[Data entries]
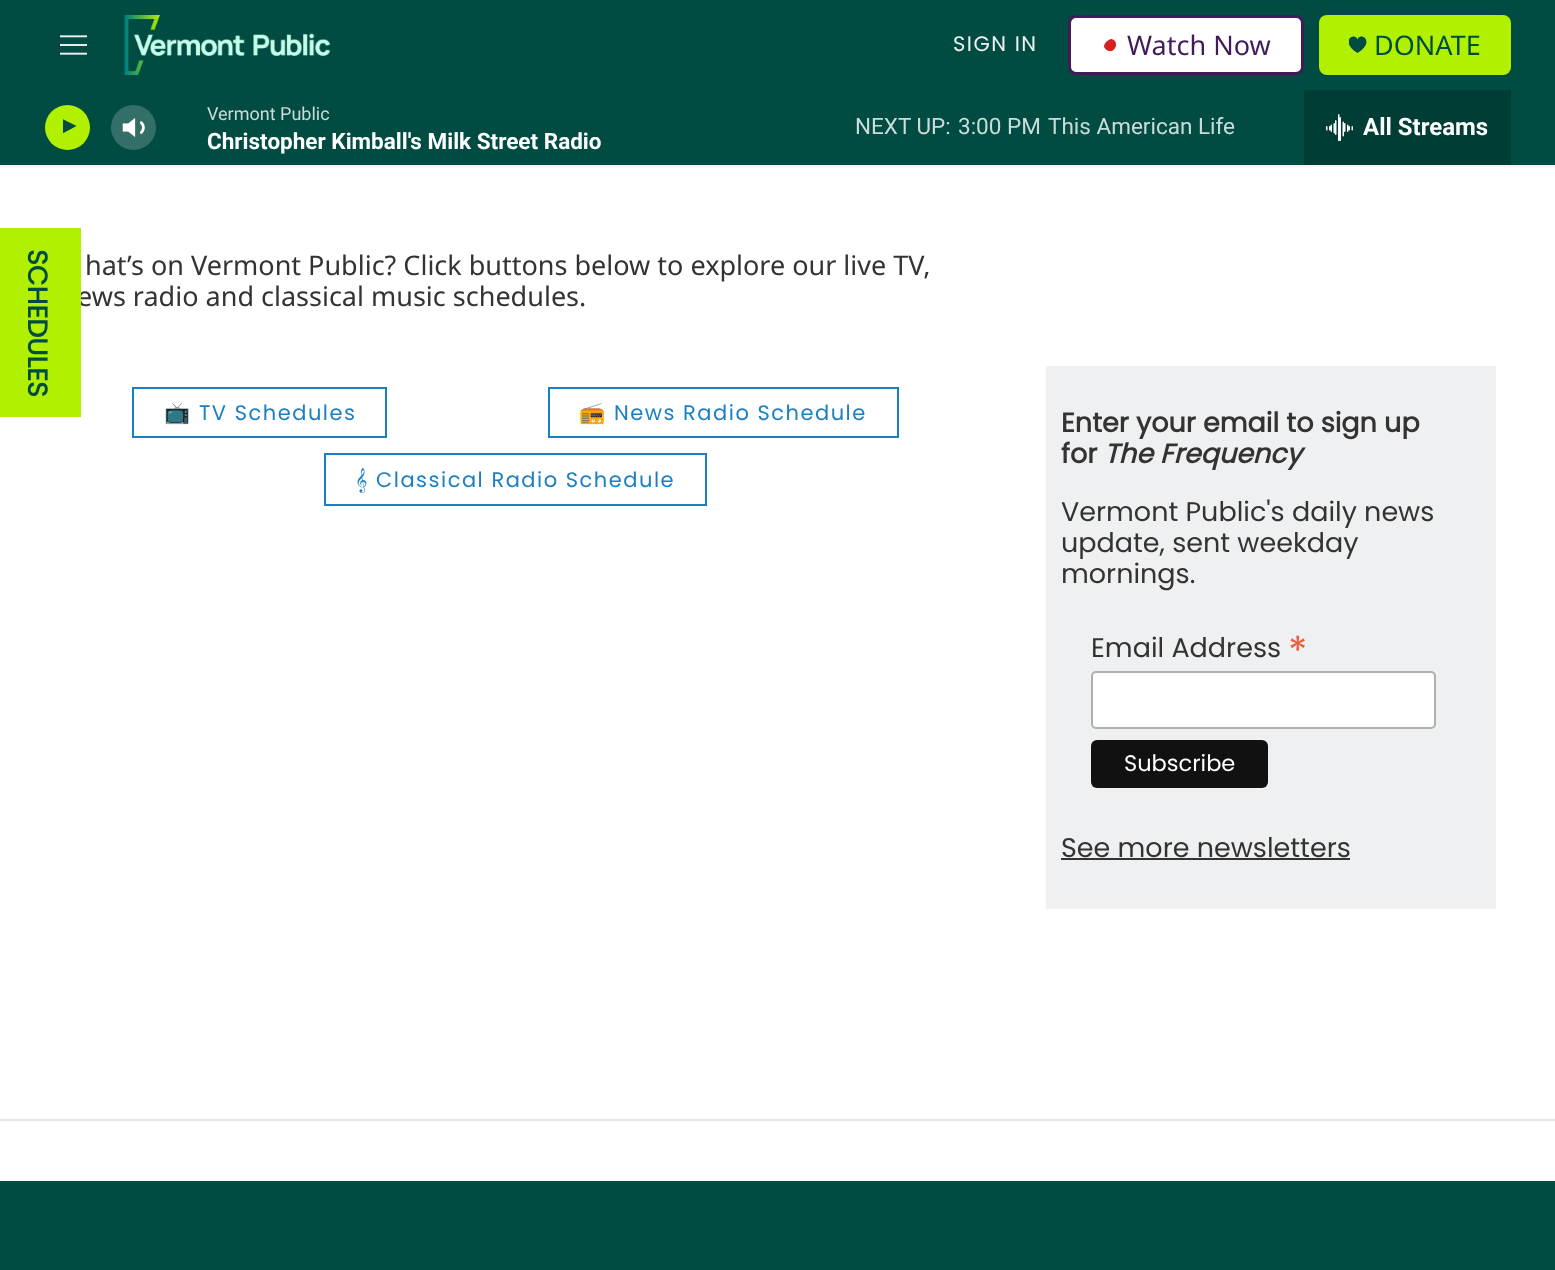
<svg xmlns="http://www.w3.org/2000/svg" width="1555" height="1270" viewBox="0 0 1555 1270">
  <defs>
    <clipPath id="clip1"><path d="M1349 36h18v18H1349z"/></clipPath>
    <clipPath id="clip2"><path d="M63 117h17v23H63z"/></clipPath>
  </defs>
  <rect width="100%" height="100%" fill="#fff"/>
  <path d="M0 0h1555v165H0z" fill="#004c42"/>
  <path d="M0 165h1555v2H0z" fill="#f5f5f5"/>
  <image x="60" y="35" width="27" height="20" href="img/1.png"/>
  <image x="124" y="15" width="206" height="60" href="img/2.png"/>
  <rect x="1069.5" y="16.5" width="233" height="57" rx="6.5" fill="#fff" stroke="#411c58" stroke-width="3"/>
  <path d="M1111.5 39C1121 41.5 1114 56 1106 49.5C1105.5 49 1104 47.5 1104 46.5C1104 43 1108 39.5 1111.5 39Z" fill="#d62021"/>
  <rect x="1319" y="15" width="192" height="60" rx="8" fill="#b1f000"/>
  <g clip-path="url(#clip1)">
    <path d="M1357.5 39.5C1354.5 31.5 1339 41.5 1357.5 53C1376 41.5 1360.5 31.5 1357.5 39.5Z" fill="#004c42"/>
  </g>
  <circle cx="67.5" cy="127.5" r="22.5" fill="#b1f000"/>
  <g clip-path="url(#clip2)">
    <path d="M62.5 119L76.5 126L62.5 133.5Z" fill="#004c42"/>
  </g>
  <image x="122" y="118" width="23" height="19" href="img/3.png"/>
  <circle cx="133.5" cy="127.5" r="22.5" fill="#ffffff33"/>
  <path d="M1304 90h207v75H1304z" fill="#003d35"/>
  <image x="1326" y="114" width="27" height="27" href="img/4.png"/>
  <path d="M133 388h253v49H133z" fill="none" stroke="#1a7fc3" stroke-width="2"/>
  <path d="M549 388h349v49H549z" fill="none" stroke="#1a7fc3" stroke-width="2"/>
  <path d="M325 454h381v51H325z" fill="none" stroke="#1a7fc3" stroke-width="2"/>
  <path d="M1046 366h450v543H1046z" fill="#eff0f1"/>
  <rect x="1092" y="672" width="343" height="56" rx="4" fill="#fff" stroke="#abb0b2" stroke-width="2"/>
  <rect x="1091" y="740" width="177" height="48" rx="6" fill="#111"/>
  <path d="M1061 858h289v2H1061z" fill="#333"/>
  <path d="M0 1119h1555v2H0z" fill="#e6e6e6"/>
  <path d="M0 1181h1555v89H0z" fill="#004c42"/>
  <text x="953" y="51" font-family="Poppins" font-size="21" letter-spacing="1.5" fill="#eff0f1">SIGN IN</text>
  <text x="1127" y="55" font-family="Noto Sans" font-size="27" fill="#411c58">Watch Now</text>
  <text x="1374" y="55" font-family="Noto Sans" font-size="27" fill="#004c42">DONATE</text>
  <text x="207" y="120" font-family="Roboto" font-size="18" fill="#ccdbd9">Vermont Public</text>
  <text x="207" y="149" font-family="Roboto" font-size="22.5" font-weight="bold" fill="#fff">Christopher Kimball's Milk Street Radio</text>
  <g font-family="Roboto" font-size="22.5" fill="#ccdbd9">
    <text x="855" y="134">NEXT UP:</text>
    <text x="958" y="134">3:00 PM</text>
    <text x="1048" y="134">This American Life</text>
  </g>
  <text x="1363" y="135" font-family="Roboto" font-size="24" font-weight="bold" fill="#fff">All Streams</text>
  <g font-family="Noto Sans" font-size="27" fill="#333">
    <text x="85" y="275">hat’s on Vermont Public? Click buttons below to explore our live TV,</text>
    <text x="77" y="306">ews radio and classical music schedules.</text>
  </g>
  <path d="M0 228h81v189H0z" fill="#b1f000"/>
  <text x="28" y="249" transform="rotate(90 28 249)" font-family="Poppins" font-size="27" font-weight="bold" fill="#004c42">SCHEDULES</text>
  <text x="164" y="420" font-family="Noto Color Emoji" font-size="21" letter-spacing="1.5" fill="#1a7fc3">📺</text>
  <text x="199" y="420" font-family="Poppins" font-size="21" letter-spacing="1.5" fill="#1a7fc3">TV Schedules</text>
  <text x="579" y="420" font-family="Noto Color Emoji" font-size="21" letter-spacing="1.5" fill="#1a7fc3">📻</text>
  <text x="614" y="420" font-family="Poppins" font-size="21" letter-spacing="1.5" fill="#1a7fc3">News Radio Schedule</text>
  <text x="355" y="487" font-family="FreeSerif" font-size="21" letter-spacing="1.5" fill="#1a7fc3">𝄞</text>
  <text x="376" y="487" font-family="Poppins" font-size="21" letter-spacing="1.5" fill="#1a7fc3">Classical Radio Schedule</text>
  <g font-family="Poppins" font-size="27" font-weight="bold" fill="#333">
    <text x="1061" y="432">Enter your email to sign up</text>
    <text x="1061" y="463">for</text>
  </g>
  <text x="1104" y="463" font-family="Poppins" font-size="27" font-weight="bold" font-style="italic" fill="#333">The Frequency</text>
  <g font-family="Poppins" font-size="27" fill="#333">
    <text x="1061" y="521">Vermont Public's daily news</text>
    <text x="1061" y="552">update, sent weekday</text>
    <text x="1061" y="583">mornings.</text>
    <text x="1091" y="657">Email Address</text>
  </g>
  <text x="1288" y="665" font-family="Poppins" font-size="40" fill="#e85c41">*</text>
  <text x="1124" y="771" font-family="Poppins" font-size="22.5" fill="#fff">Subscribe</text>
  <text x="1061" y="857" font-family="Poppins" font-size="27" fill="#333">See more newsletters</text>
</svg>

Task prompt:
From the records above, determine how many lines hold "Color" and give only that number.

Output:
2